こんにちは。
叱るに関する前回記事にたくさんの反響を頂きました。それだけこのテーマに関心を持たれている方が多いのだと実感しています。今回はその続きを書きたいと思います。
前回は「叱る」の効果が限定的であることと、叱る側に依存性があることについて書きました。今回は叱ることによって起きる「副作用」と、叱る依存から抜け出そうとすることの葛藤や難しさについて書きたいと思います。
「叱る」の副作用
もう一度本記事における叱るの定義をお伝えすると、「叱る」の本質的な意味を「ネガティブな感情体験を相手に与えることで相手をコントロールしようとすること」と考えています。この定義では叱る側の人の感情は問いません。なので、叱る側は冷静に感情的にならずに叱ることは可能です。ここがいわゆる「怒る」との違いと言えるかもしれません。
ただ、叱られる側には確実にネガティブな感情体験が起こります。実はこのネガティブな感情体験が叱るの副作用の主たる原因となります。
叱るを正当化することで叱る側が叱る依存に陥ると、叱られる側が日常的に叱られ、ネガティブ感情を経験し続けるということが起きます。また前回書いたように、叱る依存状態が長引くと、多くの場合叱る行為はどんどん激しくなります。暴言化したり、時には暴力に至ることも珍しくありません。それは叱られる側が強いストレス状況に晒され続けるということを意味しています。
そんな中で起こる代表的な副作用は、叱られる側が「苦痛やストレスから逃れること」しか考えられなくなるということです。本来、叱る側は相手に何かを学んでほしかったり、身につけてほしかったりするから叱っているはずです。しかしながら、慢性的な苦痛の中にいる人は「自分が何を学び、何を身につけるべきか」なんて考えられません。そんな余裕はないんです。ただただ苦痛から逃れることだけが頭の中を占めていきます。これでは全く本来の目的を果たせていないわけです。

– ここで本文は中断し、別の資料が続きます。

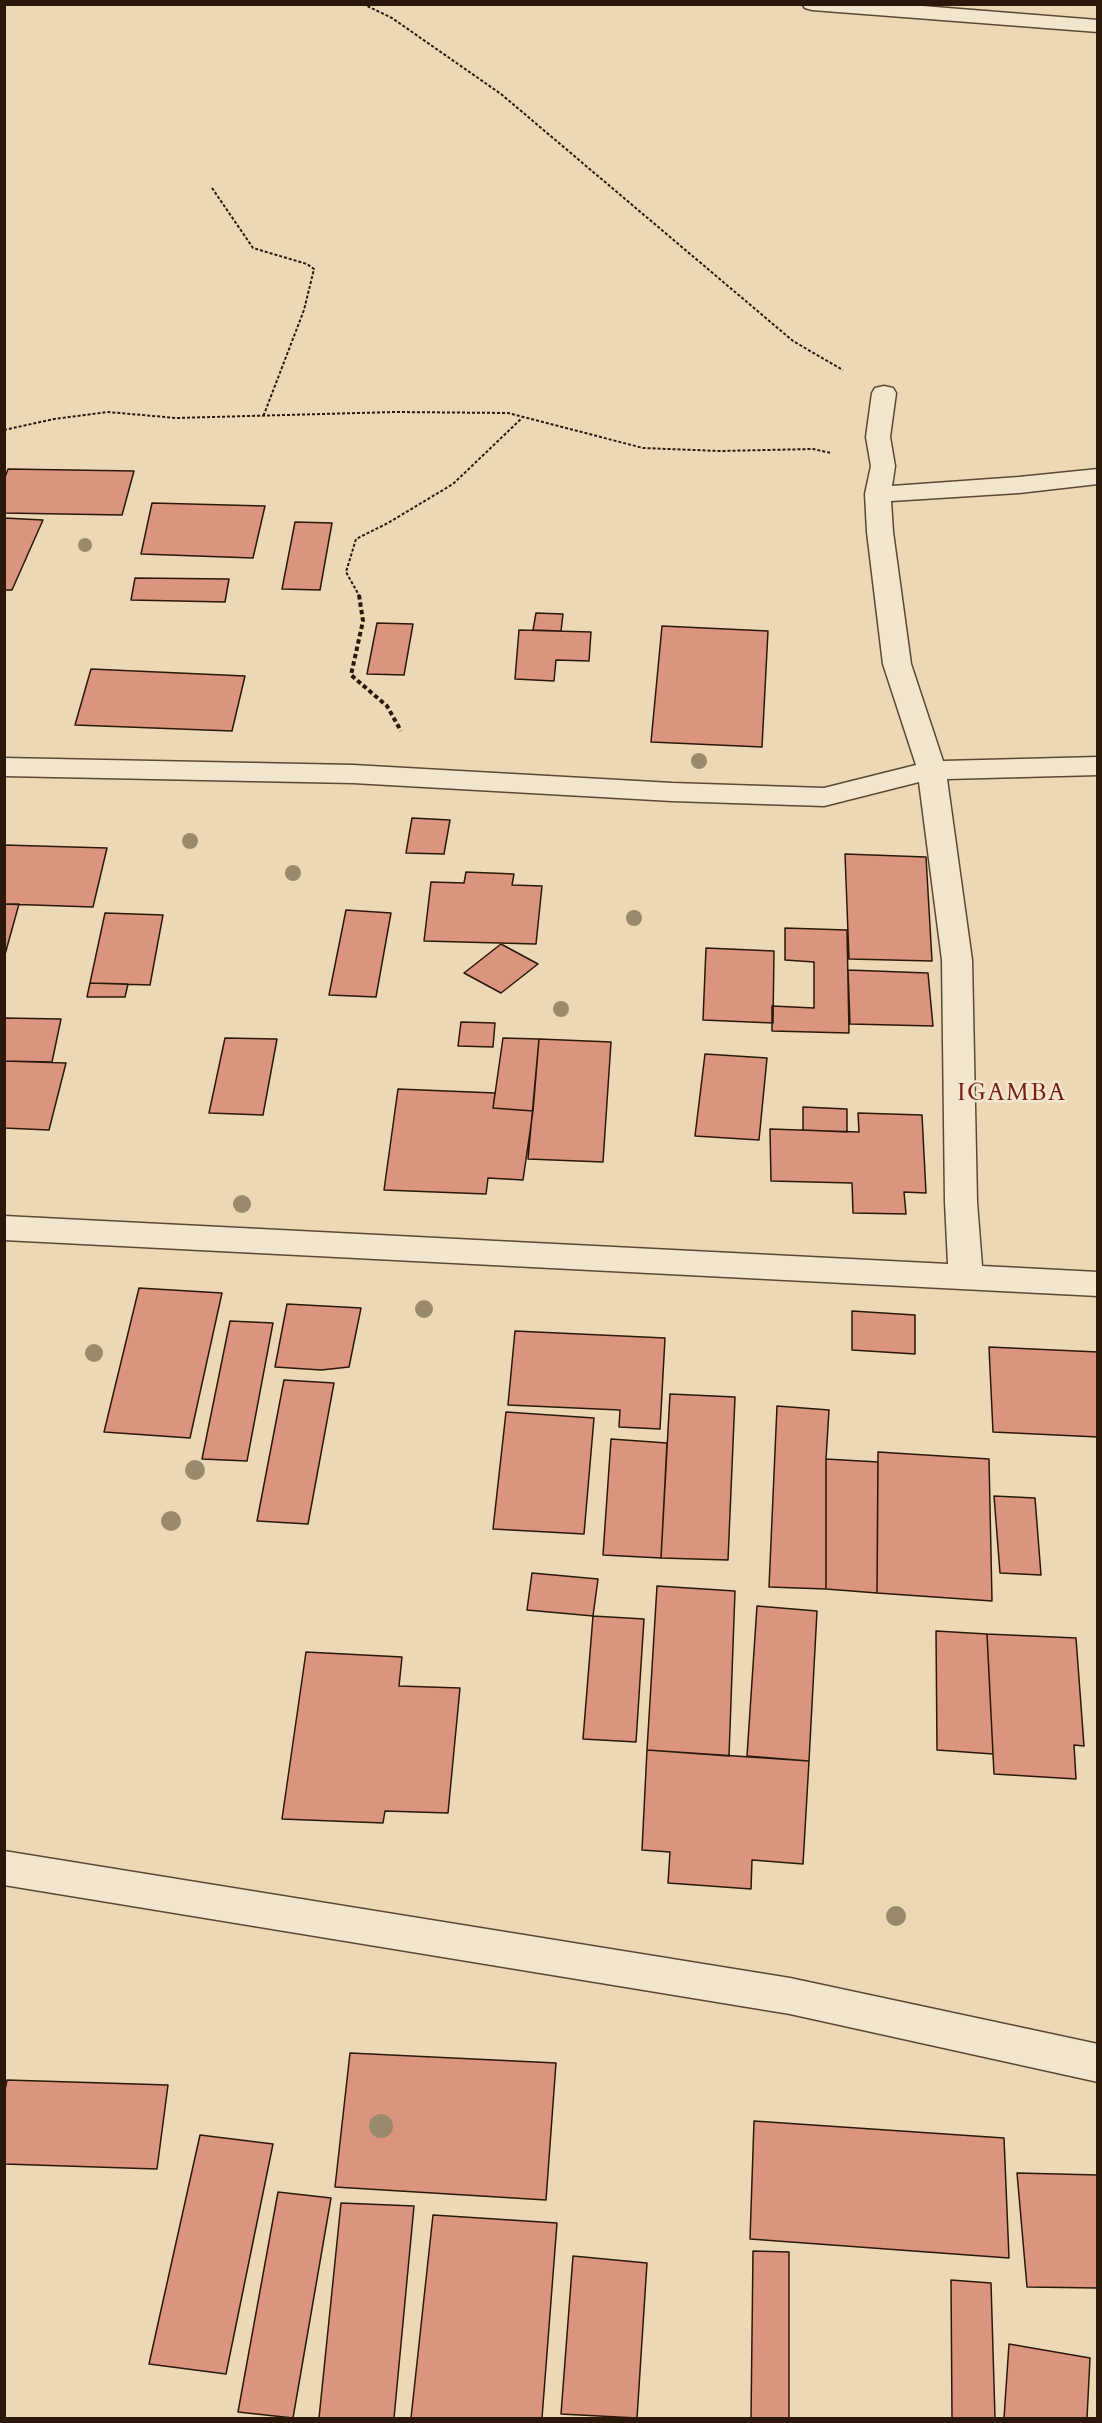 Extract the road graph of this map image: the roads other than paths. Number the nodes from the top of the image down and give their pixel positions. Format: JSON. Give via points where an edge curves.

つまり、慢性的な叱られ体験の中で人が学び成長することは、とても困難なことであるということなのだと私は思っています。また、慢性的な苦痛からの逃避願望は各種依存症のリスクを高めることが指摘されていることも加えて書いておきたいと思います。
マルトリートメントの脳への影響
そしてさらに、最近の脳科学の研究ではより深刻な影響についても指摘されています。それは慢性的な強いストレス状況が脳の健全な発達を阻害する可能性の指摘です。ここまで来ると副作用という言葉では軽すぎる悪影響と言えるでしょう。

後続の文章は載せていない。